The pope and Ecumenical Patriarch Bartholomew I on November 28 marked the 1,700th anniversary of the First Council of Nicaea with a ceremony in İznik, historically known as Nicaea, where hundreds of bishops met in AD 325 to adopt the Nicene Creed.
During the event, leaders prayed in several languages as a choir sang hymns in English, French, Greek, Latin and Turkish, and the pope called for Christian unity, a message echoed by the patriarch.
The pope had also drawn a large crowd in İstanbul, where he said a multilingual Mass at the Volkswagen Arena on November 29. The high-profile ceremony was marked by prayers, hymns and calls for “unity.”
For Bahçeli, these gestures were not benign.
“We cannot remain spectators to attempts to resurrect the memory of a council held 1,700 years ago … or to replace İznik with Nicaea,” he said, claiming the ceremonies amounted to “concealed propaganda” and efforts to reshape religious authority under the guise of commemoration.

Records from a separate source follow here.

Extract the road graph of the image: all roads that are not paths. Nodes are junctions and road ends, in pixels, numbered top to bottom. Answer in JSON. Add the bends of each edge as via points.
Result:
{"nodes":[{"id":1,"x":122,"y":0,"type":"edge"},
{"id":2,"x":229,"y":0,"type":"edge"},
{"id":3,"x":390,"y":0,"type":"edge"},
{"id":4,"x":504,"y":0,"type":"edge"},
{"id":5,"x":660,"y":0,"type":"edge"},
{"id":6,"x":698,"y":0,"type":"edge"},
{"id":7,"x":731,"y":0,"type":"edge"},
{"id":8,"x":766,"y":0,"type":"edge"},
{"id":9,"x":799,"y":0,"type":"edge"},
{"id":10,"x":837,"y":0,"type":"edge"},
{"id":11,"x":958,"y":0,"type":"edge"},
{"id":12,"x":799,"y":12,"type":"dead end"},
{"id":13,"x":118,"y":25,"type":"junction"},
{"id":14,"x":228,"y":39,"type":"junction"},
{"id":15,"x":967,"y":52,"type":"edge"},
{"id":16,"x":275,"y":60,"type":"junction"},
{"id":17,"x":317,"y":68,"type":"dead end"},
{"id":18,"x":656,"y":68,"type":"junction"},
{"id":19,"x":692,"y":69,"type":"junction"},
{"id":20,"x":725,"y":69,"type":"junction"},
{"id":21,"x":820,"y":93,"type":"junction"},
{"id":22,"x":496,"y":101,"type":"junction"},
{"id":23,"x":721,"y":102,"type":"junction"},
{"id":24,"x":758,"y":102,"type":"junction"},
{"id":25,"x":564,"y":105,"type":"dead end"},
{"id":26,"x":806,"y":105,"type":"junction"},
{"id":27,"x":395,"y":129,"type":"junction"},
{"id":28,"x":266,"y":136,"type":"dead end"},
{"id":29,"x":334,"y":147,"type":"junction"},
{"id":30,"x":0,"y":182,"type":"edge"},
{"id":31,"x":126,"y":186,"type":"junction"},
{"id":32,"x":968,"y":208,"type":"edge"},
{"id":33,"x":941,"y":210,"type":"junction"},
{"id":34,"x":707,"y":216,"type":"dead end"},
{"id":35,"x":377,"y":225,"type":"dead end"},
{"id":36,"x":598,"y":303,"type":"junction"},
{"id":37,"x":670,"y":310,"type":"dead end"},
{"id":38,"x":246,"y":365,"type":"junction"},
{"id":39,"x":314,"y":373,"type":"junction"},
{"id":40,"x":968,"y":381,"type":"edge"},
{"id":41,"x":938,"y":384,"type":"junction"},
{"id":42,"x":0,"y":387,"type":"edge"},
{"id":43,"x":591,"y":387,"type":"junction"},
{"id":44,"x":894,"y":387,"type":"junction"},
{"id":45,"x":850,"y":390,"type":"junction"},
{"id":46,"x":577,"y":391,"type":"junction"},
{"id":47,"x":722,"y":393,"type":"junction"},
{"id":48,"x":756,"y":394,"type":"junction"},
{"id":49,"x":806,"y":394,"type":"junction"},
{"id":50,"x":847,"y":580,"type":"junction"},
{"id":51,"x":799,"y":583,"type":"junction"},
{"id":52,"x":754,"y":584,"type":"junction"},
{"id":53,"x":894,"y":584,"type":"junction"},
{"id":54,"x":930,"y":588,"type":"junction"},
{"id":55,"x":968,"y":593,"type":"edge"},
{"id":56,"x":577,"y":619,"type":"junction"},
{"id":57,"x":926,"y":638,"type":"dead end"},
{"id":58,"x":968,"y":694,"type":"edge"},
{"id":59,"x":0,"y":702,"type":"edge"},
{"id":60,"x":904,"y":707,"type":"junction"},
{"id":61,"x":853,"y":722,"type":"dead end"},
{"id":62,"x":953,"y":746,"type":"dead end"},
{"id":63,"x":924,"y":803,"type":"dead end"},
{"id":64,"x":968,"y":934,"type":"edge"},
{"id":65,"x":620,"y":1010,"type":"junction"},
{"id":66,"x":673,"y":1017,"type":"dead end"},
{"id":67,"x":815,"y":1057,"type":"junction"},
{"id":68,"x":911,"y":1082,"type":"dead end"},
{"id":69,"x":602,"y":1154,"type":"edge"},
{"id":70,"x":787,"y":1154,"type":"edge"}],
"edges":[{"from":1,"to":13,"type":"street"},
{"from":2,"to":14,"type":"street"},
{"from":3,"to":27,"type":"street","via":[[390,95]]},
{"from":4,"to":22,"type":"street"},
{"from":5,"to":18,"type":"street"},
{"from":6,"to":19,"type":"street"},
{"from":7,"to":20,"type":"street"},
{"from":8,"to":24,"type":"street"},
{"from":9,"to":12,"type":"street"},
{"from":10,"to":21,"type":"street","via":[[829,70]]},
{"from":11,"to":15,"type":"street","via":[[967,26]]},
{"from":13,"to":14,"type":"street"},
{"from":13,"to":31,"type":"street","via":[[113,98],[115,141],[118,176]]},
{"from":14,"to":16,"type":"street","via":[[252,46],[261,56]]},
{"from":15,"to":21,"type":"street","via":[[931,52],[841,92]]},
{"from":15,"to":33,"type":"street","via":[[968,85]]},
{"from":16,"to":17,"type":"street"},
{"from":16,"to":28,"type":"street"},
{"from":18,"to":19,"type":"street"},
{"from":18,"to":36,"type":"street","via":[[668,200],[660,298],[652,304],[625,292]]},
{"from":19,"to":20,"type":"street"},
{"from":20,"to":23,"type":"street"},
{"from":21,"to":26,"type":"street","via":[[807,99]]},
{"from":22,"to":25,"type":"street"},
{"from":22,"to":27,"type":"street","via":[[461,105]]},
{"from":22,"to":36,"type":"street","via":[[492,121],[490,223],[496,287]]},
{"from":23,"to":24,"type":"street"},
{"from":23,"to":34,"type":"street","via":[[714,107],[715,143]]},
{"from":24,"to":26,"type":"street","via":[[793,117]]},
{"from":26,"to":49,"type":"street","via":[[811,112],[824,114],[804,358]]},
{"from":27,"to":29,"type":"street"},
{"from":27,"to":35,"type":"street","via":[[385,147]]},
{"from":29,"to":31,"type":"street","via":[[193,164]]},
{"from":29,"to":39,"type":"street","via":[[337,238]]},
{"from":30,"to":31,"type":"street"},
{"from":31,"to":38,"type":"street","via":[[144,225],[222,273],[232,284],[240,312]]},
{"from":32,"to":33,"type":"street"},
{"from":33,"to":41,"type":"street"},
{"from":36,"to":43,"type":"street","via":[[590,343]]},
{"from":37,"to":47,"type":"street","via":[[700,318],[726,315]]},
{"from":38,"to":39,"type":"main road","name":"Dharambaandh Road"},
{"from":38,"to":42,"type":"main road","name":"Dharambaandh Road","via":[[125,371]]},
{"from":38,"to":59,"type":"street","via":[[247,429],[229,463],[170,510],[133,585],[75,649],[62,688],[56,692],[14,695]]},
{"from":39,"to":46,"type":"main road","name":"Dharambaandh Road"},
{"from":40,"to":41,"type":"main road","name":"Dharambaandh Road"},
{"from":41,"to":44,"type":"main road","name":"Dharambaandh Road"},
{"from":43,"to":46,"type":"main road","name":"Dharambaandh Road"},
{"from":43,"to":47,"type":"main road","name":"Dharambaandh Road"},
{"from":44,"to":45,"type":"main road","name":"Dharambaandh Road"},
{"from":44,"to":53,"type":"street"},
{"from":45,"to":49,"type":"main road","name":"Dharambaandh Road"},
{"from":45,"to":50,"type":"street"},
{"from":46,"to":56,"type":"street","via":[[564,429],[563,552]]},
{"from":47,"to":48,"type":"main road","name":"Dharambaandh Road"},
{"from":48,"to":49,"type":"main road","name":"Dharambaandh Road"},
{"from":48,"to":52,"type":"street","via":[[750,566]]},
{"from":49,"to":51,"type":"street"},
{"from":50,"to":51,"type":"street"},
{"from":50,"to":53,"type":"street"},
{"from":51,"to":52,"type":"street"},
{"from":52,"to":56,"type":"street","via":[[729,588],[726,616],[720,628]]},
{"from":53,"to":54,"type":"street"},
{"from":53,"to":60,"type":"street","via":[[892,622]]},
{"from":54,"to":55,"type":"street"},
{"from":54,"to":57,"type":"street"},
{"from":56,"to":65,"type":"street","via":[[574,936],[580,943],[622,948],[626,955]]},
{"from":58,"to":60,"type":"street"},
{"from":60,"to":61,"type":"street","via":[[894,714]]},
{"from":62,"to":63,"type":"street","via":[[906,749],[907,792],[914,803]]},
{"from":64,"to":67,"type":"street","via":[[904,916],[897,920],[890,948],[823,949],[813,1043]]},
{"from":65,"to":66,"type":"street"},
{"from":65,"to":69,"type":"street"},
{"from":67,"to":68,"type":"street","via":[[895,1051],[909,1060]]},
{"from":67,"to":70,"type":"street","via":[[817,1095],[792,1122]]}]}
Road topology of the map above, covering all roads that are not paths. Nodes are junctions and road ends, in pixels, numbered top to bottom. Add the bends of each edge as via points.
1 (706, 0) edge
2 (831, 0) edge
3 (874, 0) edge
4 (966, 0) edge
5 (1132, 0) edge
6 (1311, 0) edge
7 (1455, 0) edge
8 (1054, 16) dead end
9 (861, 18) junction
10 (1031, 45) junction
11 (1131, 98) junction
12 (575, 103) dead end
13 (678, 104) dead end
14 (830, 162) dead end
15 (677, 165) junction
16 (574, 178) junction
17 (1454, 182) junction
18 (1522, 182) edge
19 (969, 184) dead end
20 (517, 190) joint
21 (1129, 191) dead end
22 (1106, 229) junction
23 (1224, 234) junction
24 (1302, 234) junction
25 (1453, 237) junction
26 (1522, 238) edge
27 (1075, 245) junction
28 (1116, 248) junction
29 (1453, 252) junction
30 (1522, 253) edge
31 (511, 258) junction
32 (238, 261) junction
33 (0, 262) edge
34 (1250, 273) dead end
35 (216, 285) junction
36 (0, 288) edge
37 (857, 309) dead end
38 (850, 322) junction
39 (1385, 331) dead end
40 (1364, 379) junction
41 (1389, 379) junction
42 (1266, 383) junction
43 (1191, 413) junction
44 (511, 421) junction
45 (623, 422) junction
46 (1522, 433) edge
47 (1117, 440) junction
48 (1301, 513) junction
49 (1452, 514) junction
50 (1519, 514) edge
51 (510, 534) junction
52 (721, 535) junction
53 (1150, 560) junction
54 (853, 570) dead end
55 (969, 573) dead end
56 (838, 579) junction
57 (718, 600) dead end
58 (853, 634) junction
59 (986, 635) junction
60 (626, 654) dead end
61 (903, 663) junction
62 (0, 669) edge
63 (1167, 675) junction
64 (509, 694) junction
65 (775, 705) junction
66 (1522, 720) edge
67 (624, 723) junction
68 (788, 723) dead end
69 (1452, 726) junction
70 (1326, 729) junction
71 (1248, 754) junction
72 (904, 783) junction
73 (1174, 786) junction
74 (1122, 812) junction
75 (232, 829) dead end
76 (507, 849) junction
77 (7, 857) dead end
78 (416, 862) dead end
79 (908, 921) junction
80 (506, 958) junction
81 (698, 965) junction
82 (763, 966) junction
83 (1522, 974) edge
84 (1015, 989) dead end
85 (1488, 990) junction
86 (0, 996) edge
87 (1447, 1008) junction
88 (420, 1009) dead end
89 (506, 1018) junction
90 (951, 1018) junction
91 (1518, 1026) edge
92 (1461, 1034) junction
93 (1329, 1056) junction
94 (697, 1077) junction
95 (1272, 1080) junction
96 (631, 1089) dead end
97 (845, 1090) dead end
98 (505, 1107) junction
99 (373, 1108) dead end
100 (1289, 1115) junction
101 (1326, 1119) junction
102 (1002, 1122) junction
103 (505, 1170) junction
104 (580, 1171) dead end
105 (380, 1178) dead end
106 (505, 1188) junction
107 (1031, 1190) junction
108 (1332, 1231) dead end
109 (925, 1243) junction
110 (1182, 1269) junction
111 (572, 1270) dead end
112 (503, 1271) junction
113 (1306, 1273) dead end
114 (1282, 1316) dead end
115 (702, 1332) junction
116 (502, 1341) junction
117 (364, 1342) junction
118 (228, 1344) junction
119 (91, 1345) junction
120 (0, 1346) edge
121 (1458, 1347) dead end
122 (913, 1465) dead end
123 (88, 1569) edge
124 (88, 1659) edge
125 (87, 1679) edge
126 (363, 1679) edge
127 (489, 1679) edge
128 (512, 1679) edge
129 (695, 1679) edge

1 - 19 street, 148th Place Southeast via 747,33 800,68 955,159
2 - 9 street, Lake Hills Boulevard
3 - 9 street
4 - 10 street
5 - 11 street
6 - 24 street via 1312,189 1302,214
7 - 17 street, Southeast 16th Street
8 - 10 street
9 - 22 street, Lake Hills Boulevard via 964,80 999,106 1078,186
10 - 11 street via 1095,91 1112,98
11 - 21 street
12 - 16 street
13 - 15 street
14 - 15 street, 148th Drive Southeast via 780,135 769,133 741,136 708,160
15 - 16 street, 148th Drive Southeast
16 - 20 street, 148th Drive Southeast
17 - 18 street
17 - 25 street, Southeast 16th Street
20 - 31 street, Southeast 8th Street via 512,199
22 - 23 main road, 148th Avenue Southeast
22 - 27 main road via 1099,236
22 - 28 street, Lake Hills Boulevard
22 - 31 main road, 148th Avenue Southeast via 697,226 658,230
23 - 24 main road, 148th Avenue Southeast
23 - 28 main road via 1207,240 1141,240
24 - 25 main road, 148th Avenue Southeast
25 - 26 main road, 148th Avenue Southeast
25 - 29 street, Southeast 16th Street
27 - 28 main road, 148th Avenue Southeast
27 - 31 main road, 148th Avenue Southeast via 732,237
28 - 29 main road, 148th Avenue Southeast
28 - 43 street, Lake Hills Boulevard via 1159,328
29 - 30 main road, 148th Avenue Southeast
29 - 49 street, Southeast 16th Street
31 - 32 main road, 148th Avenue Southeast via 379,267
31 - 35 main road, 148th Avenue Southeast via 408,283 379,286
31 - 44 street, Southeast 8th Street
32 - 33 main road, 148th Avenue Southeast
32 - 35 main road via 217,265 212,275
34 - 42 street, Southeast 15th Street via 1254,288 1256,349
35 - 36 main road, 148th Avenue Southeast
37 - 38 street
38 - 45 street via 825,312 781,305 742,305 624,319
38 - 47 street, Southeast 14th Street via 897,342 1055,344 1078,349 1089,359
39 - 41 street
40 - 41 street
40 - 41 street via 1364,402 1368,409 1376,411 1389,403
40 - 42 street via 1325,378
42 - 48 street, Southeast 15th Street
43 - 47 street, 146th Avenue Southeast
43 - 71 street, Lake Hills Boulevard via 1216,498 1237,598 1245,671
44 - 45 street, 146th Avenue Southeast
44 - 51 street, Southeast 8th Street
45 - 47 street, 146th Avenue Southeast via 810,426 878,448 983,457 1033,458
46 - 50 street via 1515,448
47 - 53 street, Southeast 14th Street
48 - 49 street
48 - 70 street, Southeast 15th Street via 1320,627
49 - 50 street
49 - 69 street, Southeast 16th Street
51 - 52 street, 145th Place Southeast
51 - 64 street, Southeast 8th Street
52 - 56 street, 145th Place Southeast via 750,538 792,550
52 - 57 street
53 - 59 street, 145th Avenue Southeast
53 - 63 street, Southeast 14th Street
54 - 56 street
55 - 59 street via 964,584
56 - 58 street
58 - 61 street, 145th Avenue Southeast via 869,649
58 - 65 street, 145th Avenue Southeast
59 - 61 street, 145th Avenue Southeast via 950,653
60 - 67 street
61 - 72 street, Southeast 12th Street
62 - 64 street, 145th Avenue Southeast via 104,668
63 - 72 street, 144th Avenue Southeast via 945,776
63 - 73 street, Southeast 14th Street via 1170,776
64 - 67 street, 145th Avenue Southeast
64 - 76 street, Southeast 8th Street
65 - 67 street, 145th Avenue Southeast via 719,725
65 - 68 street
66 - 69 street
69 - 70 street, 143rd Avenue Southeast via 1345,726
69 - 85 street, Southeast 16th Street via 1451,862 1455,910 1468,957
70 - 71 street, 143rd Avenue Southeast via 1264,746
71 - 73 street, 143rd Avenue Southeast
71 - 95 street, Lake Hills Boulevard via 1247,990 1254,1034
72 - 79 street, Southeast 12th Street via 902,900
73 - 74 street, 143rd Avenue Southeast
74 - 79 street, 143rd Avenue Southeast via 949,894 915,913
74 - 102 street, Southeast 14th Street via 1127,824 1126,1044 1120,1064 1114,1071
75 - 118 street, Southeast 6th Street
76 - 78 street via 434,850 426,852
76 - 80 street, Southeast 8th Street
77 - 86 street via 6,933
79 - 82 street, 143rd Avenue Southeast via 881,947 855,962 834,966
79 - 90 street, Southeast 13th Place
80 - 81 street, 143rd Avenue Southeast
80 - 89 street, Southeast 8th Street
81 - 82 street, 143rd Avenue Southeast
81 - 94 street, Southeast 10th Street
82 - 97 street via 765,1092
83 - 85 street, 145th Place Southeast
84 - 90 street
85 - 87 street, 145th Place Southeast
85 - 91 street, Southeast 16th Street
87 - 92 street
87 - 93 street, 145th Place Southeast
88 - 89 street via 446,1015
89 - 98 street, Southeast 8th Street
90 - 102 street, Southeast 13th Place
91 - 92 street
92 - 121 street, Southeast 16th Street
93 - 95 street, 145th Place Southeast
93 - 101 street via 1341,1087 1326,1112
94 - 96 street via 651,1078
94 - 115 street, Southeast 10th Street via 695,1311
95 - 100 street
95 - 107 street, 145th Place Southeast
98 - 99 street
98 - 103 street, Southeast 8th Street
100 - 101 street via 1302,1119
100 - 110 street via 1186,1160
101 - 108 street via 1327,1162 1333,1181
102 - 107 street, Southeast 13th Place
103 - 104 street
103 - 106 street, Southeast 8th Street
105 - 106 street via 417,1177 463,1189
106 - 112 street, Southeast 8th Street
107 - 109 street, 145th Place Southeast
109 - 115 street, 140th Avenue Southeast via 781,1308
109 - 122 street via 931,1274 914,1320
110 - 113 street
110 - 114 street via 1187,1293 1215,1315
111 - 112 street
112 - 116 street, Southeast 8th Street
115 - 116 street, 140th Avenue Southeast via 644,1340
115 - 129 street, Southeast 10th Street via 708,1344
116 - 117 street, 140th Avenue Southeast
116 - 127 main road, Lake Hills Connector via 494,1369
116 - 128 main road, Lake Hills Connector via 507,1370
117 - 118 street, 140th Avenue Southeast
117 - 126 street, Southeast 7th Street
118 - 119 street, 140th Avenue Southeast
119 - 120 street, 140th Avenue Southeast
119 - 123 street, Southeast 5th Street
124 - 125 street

He accused the Vatican of advancing “hidden propaganda” and sending “coded messages” through ceremonies that, he said, had unsettled segments of the Turkish public.
“He said there was ‘no point in selling snails in a Muslim neighborhood,’ using a well-known Turkish idiom to suggest that the rituals were out of place and at odds with Muslim sensitivities.
Criticism of US ambassador over seminary remarks
The nationalist leader also broadened his criticism to include recent comments by US Ambassador to Turkey Tom Barrack, who publicly suggested 2026 as a target date for reopening the Halki Theological Seminary on İstanbul’s Heybeliada Island.
Closed since 1971 following a Constitutional Court ruling, the seminary — part of the Holy Trinity Monastery complex — has been the subject of renewed diplomatic discussion, and its restoration is expected to be completed by 2026.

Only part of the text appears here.